Dataset entries:
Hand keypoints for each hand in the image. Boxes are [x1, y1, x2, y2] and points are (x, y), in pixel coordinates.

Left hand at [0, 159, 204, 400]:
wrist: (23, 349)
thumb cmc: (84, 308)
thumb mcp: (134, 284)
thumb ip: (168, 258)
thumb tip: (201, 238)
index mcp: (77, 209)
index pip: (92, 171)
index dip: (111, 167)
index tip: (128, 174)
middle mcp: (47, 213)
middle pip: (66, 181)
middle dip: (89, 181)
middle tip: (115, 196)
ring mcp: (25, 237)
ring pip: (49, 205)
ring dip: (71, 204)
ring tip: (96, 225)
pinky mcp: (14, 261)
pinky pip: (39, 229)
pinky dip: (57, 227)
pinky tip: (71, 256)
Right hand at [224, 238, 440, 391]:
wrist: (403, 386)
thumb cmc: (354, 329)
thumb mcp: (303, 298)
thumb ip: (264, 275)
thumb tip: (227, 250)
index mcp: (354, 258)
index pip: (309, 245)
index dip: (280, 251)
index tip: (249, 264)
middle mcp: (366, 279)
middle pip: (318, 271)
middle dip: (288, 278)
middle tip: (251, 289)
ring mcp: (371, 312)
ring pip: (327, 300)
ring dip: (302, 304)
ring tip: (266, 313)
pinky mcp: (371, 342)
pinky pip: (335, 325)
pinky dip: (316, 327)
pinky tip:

## HOW TO COMPLETE THIS TASK:
Go through the records above and, whenever a line includes the word "index", copy it.

## TASK OUTPUT:
index mcp: (77, 209)
index pip: (92, 171)
index dip: (111, 167)
index tip: (128, 174)
index mcp: (354, 258)
index pip: (309, 245)
index dip: (280, 251)
index tip: (249, 264)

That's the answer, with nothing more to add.